A friend of mine suggested talking about my experience with anxiety and sharing it on my blog.
I was not too keen on the idea at first but I figure that it might help anyone else who suffers from it.
During the last few productions, namely Merry Poppins and I’ll Be Back Before Midnight, my anxiety decided to play up a little. Thankfully, it was never during a performance. I’m not sure that I can have an anxiety attack during a performance because I’m not ‘me’ on stage. I’m a completely different person …
Anxiety is a mental thing. I get panic attacks when I become stressed and anxious and agitated. It builds up a kind of fire in my tummy and I feel my breathing becoming shallower and shallower. Thankfully, I have now identified when a panic attack is going to come on so I’ve taught myself to stop what I am doing and just breathe. Deeply. A friend of mine told me that anxiety is just “the body not being able to breathe properly”. I completely understood what she meant.

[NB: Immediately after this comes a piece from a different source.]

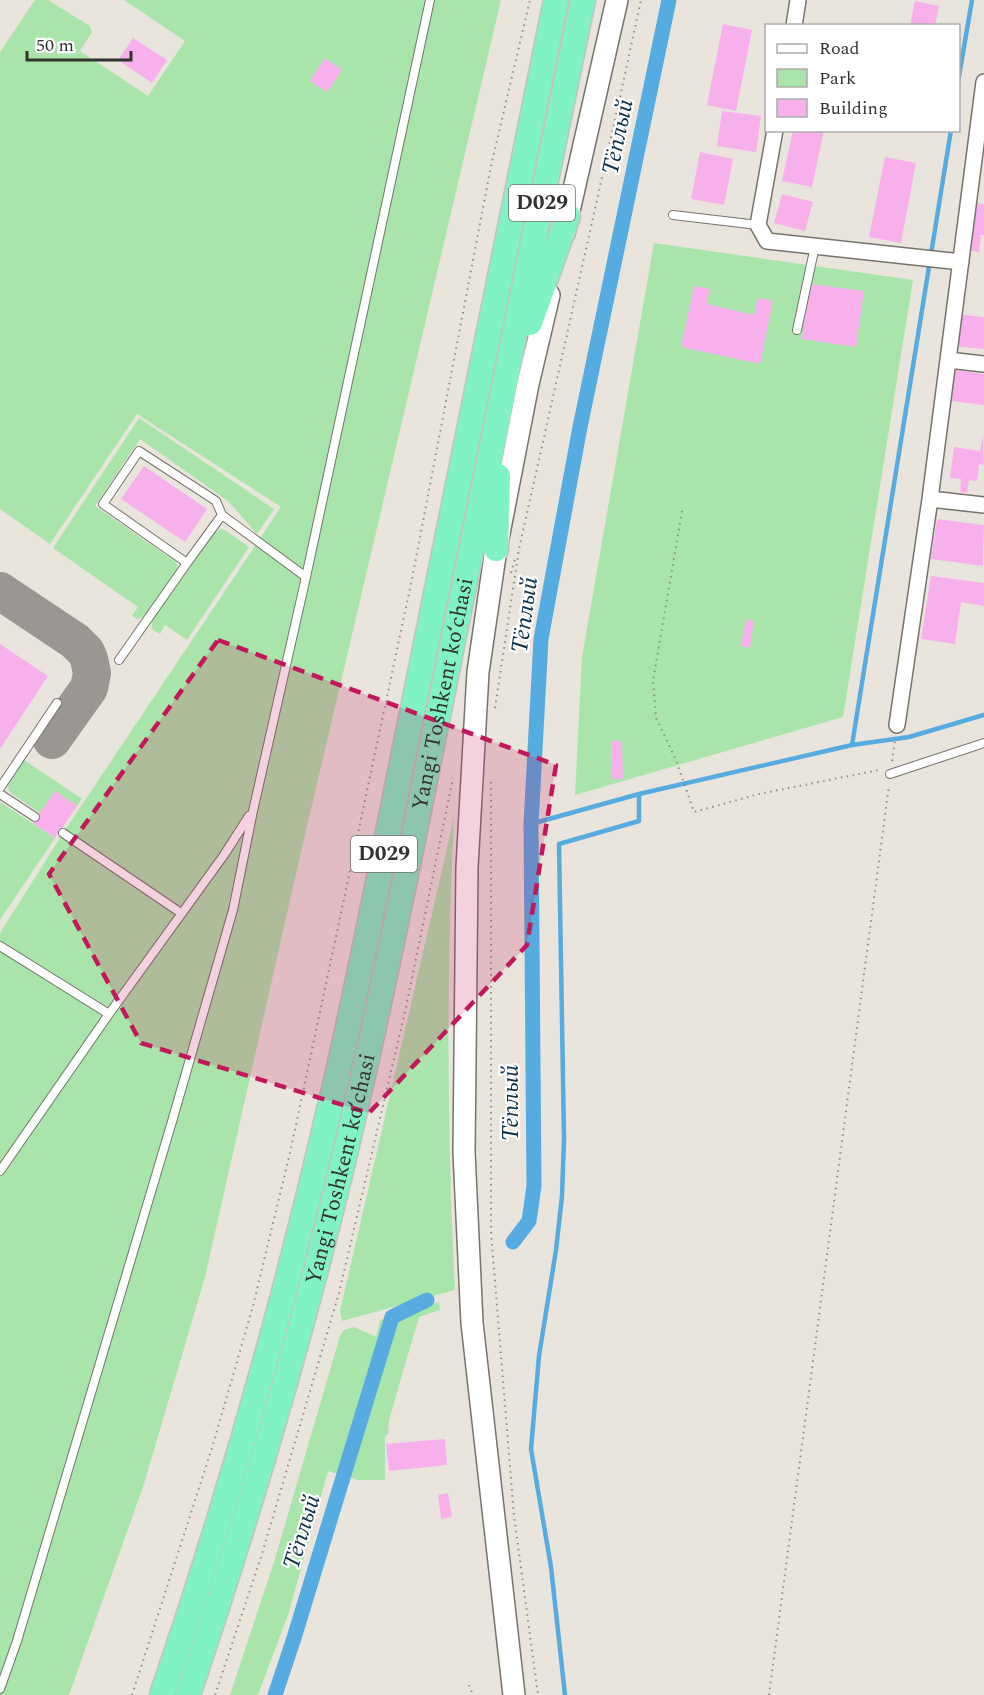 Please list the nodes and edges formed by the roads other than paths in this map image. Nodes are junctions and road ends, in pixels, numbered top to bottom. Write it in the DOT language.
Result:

I also have some pills which I take, prescribed by my GP, for when I feel an anxiety attack coming on. They were prescribed to me in October 2014 and I’ve not even finished a full sachet of them. I was told I should take them when I feel I need to but no more than 3 a day. I have done just that and they really do help. They’re called Stresam and my doctor said they work more in the way a muscle relaxant would. Not like the hardcore anti-depressant drugs a psychiatrist would prescribe. Far from it.
I prefer not to take them and I try my best to regulate my breathing when I feel it coming on but sometimes it doesn’t work so I take one and I feel better in about 10 minutes. Taking long, deep breaths works for me and trying to mentally tell myself to relax. I also, weirdly, found that a massage or a slow tickle helps too. I’ve often asked my partner to stroke the palm of my hand lightly when I feel anxious. It works because it relaxes me.
I had the opportunity to help a girl during our panto last year. She was having an anxiety attack and crying and breathing very shallowly. Someone brought a paper bag to her – something I don’t believe in at all. I got rid of the paper bag, asked people to leave, sat her down and started rubbing and massaging her back and telling her to relax in a very low tone. I asked her to slowly try and take deep breaths and she calmed down very quickly. It felt really nice to be able to help someone who has the same problem I do.
I mentioned in a previous blog that during Merry Poppins I had a small anxiety attack when trying to get into my costume with my partner for the first time. We were stuck together and it was not the most comfortable thing. We shared a skirt and there was very little room to move around. I had to take one of my Stresam pills that day but that was the first and last time I took it during rehearsal because I got used to it after that.
During I’ll Be Back Before Midnight was a different story though. The rehearsal period was very stressful for me. Having to put myself in such an intense situation, and being so scared all the time – lots of shallow breathing. It would give me tension headaches and I needed to go to a doctor who told me to try and take more of my Stresam pills than I usually would. So I was taking one a day for a short while until the rehearsal period was over. I was considering going to see a psychologist but my partner, my voice of reason, suggested to wait until the show was over. He was right. It went away like nothing ever happened once the run was over.
When getting into the play I didn’t realise that it would affect me so much. I don’t regret it. On the contrary, I feel like immersing myself in the role and into the situation might have made my performance better albeit with some slight physical consequences. Now I can say that my skills to deal with my own anxiety have improved and I am more equipped to deal with it in the future.
One thing I want to say is this: if you know someone who suffers from anxiety, do try to help them relax, don’t blow it out of proportion and don’t dismiss them either. Both things will make the anxiety worse. It is a state of mental unrest of varying degrees and shouldn’t be taken lightly no matter how little or how much it affects them.
As Ellen DeGeneres says: Be kind to one another.